И это, пожалуй, тот случай, когда можно прочесть известную фразу о несовместимости гения и злодейства применительно не к одному человеку, а говоря о столкновении двоих: они действительно оказались несовместимы — русский писатель и советский вождь, поручивший своим шестеркам проучить неугодного человека. Ни с Булгаковым, ни с Пастернаком, ни с Ахматовой, ни с Замятиным, ни даже с Мандельштамом вести так лучший друг советских писателей себе не позволял. Сталин на свой манер уважал их принадлежность к «высшему» обществу и недаром говорил, защищая от партийной кабалы Булгакова, разумные, веские слова: «…очень легко „критиковать“ и требовать запрета в отношении непролетарской литературы. Но самое легкое нельзя считать самым хорошим… Я не могу требовать от литератора, чтобы он обязательно был коммунистом и обязательно проводил партийную точку зрения… требовать, чтобы литература была коммунистической, нельзя».
К Платонову у вождя был иной счет и иной с «отступником» разговор. Принадлежность автора «бедняцкой хроники» к пролетариату, а еще в большей степени избранная им больная тема и, наконец, платоновский язык, показавшийся «консервативному» Сталину нестерпимым, — все это стало причиной того омерзительно грубого тона, который, как очень верно подметил незадолго до смерти В. И. Ленин, был свойствен И. В. Сталину в отношениях с товарищами. Здесь в который раз можно вспомнить Литвина-Молотова. Одна партия, одни идеалы и сколь же разные люди…
Что сделал Платонов в ответ на критику? Он — покаялся. Даже если и был в сердце оскорблен, удручен, возмущен, не согласен — все равно сделал то единственное, что могло его в той ситуации спасти, и нет ничего более нелепого, абсурдного, как обвинять этого человека в трусости или конформизме. К нему ни одно из таких определений неприменимо, и мужество его никем и никогда сомнению не подвергалось. Но бодаться с дубом Платонов не стал.
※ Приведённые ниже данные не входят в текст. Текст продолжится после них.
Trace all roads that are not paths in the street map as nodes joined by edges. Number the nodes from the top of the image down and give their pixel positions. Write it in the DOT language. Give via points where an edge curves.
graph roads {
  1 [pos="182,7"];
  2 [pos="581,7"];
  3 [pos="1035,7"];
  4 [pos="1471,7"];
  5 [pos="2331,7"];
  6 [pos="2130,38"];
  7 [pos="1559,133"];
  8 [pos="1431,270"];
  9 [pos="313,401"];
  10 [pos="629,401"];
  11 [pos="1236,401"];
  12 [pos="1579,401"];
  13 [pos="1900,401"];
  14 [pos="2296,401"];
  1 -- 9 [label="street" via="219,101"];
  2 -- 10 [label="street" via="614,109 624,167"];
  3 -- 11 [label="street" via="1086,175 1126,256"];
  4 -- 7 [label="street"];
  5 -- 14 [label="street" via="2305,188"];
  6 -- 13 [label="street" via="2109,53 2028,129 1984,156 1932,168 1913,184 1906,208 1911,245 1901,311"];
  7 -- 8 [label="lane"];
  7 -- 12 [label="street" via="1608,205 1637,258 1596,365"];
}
Десятого июня 1931 года он писал уехавшей в Крым жене: «В день твоего отъезда я узнал, что меня будут сильно критиковать за „Впрок“. Сегодня уже есть подвал в „Литературной газете“ против „Впрока“. Наверно, будет дальнейшая суровая критика. Перемучившись, обдумав все (думать над коренным изменением своей литературной деятельности — я начал еще с осени; ты знаешь про это), — я решил отказаться, отречься от своего литературного прошлого и начать новую жизнь. Об этом я напишу в газеты „Правда“ и „Литературная газета“, — пришлю тебе напечатанное письмо. Когда увидимся, я тебе все объясню и ты поймешь, что это высшее мужество с моей стороны. Другого выхода нет. Другой выход — гибель».
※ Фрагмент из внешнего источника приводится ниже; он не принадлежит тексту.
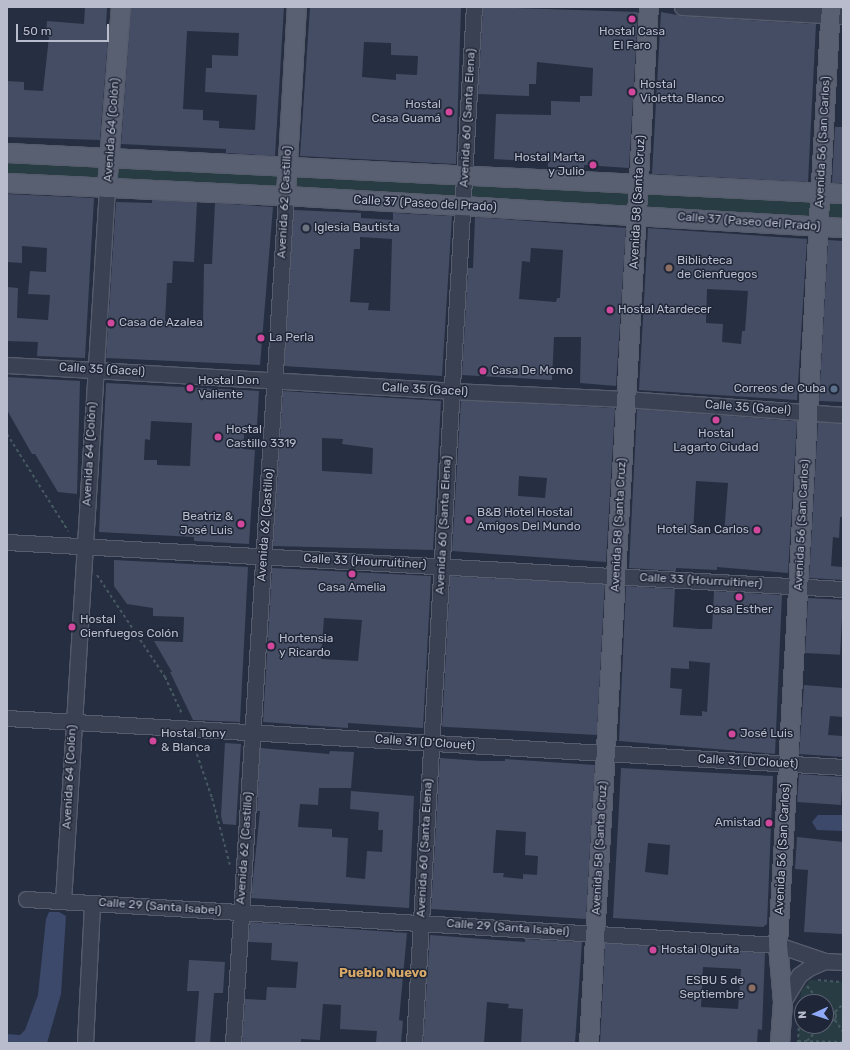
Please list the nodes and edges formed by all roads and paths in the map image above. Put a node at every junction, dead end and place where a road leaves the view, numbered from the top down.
1 (121, 7) edge
2 (297, 7) edge
3 (474, 7) edge
4 (649, 7) edge
5 (682, 7) edge
6 (835, 13) edge
7 (7, 153) edge
8 (109, 158) junction
9 (288, 168) junction
10 (464, 176) junction
11 (7, 183) edge
12 (639, 184) junction
13 (108, 188) junction
14 (820, 193) junction
15 (843, 194) edge
16 (286, 196) junction
17 (462, 207) junction
18 (637, 215) junction
19 (818, 227) junction
20 (843, 228) edge
21 (7, 365) edge
22 (95, 370) junction
23 (274, 381) junction
24 (452, 391) junction
25 (626, 399) junction
26 (809, 413) junction
27 (843, 415) edge
28 (7, 434) edge
29 (7, 542) edge
30 (81, 546) junction
31 (264, 556) junction
32 (442, 566) junction
33 (97, 574) dead end
34 (616, 576) junction
35 (799, 587) junction
36 (843, 590) edge
37 (7, 718) edge
38 (74, 722) junction
39 (189, 730) junction
40 (252, 733) junction
41 (431, 744) junction
42 (606, 755) junction
43 (788, 765) junction
44 (843, 767) edge
45 (231, 869) dead end
46 (26, 899) dead end
47 (63, 901) junction
48 (92, 902) junction
49 (242, 912) junction
50 (421, 923) junction
51 (595, 934) junction
52 (778, 945) junction
53 (825, 961) junction
54 (843, 962) edge
55 (802, 982) junction
56 (843, 982) edge
57 (813, 994) edge
58 (783, 1002) junction
59 (843, 1004) edge
60 (835, 1012) joint
61 (834, 1020) joint
62 (843, 1032) edge
63 (814, 1034) edge
64 (807, 1041) junction
65 (798, 1042) edge
66 (843, 1042) edge
67 (85, 1043) edge
68 (233, 1043) edge
69 (414, 1043) edge
70 (589, 1043) edge
71 (780, 1043) edge

1 - 8 main road, Avenida 64 (Colón)
2 - 9 main road, Avenida 62 (Castillo)
3 - 10 street, Avenida 60 (Santa Elena)
4 - 12 main road, Avenida 58 (Santa Cruz)
5 - 6 street
6 - 14 main road, Avenida 56 (San Carlos)
7 - 8 main road
8 - 9 main road
8 - 13 main road, Avenida 64 (Colón)
9 - 10 main road
9 - 16 main road, Avenida 62 (Castillo)
10 - 12 main road
10 - 17 street, Avenida 60 (Santa Elena)
11 - 13 main road, Calle 37 (Paseo del Prado)
12 - 14 main road
12 - 18 main road, Avenida 58 (Santa Cruz)
13 - 16 main road, Calle 37 (Paseo del Prado)
13 - 22 street, Avenida 64 (Colón)
14 - 15 main road
14 - 19 main road, Avenida 56 (San Carlos)
16 - 17 main road, Calle 37 (Paseo del Prado)
16 - 23 street, Avenida 62 (Castillo)
17 - 18 main road, Calle 37 (Paseo del Prado)
17 - 24 street, Avenida 60 (Santa Elena)
18 - 19 main road, Calle 37 (Paseo del Prado)
18 - 25 main road, Avenida 58 (Santa Cruz)
19 - 20 main road, Calle 37 (Paseo del Prado)
19 - 26 main road, Avenida 56 (San Carlos)
21 - 22 street, Calle 35 (Gacel)
22 - 23 street, Calle 35 (Gacel)
22 - 30 street, Avenida 64 (Colón)
23 - 24 street, Calle 35 (Gacel)
23 - 31 street, Avenida 62 (Castillo)
24 - 25 street, Calle 35 (Gacel)
24 - 32 street, Avenida 60 (Santa Elena)
25 - 26 street, Calle 35 (Gacel)
25 - 34 main road, Avenida 58 (Santa Cruz)
26 - 27 street, Calle 35 (Gacel)
26 - 35 main road, Avenida 56 (San Carlos)
28 - 30 path
29 - 30 street, Calle 33 (Hourruitiner)
30 - 31 street, Calle 33 (Hourruitiner)
30 - 38 street, Avenida 64 (Colón)
31 - 32 street, Calle 33 (Hourruitiner)
31 - 40 street, Avenida 62 (Castillo)
32 - 34 street, Calle 33 (Hourruitiner)
32 - 41 street, Avenida 60 (Santa Elena)
33 - 39 path
34 - 35 street, Calle 33 (Hourruitiner)
34 - 42 main road, Avenida 58 (Santa Cruz)
35 - 36 street, Calle 33 (Hourruitiner)
35 - 43 main road, Avenida 56 (San Carlos)
37 - 38 street, Calle 31 (D'Clouet)
38 - 39 street, Calle 31 (D'Clouet)
38 - 47 street, Avenida 64 (Colón)
39 - 40 street, Calle 31 (D'Clouet)
39 - 45 path
40 - 41 street, Calle 31 (D'Clouet)
40 - 49 street, Avenida 62 (Castillo)
41 - 42 street, Calle 31 (D'Clouet)
41 - 50 street, Avenida 60 (Santa Elena)
42 - 43 street, Calle 31 (D'Clouet)
42 - 51 main road, Avenida 58 (Santa Cruz)
43 - 44 street, Calle 31 (D'Clouet)
43 - 52 main road, Avenida 56 (San Carlos)
46 - 47 street, Calle 29 (Santa Isabel)
47 - 48 street, Calle 29 (Santa Isabel)
48 - 49 street, Calle 29 (Santa Isabel)
48 - 67 street
49 - 50 street, Calle 29 (Santa Isabel)
49 - 68 street, Avenida 62 (Castillo)
50 - 51 street, Calle 29 (Santa Isabel)
50 - 69 street, Avenida 60 (Santa Elena)
51 - 52 street, Calle 29 (Santa Isabel)
51 - 70 main road, Avenida 58 (Santa Cruz)
52 - 53 street, Calle 29 (Santa Isabel)
52 - 58 main road, Avenida 56 (San Carlos)
53 - 54 street, Calle 29 (Santa Isabel)
53 - 55 street
55 - 56 path
55 - 57 path
55 - 58 street
58 - 71 main road, Avenida 56 (San Carlos)
59 - 60 path
60 - 61 path
61 - 62 path
63 - 64 path
64 - 65 path
64 - 66 path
Покаяние Платонова, скорее всего, было организовано и отредактировано тем же человеком, кто назвал в «Красной нови» своего товарища, единомышленника омерзительно фальшивым иудушкой, однако и сам с превеликим отвращением был вынужден роль палача сыграть («…он всегда с варфоломеевским исступлением выполнял указания Сталина», — писал о Фадееве Липкин) — роль, периодически исполняемую и несомненно ставшую одним из тех разрушительных шагов, что привели ее исполнителя четверть века спустя к самоубийству на переделкинской даче.
«Однажды — это было в 1931 году — к нему приехал Фадеев, сразу же после двухчасового разговора со Сталиным о „Впроке“… Он дрожал, зубы дрожали», — написал со слов М. А. Платоновой И. Крамов (хотя самой ее не только при этом разговоре, но и вообще в Москве в тот день не было, и она могла знать о беседе двух писателей лишь от Платонова).
«В 70-е годы Мария Александровна Платонова вспоминала, что после публикации „Впрок“ в их доме состоится встреча Платонова с Фадеевым, — подтвердила ту же версию Н. В. Корниенко. — Думается, что одним из итогов их диалога станет не только разгромная статья последнего „Об одной кулацкой хронике“, опубликованная в 5 и 6 номерах провинившейся „Красной нови“, но и необнаруженные пока письма Платонова к Сталину, а также письмо Платонова, отправленное 9 июня 1931 года в редакцию „Правды“ и „Литературной газеты“».
И хотя тут есть некоторая нестыковка с числами («Красную новь» с «Впроком» Сталин прочел не позднее начала июня, а статья Фадеева в «Известиях», а потом в «Красной нови» вышла месяц спустя), эта версия вызывает доверие.
Датируемое восьмым июня письмо Платонова Сталину с той поры обнаружено было — его впервые опубликовала в 1999 году «Новая газета».
«Товарищ Сталин.
Я прошу у вас внимания, которого делами пока еще не заслужил. Из необходимости беречь ваше время, я буду краток, может быть, даже в ущерб ясности дела.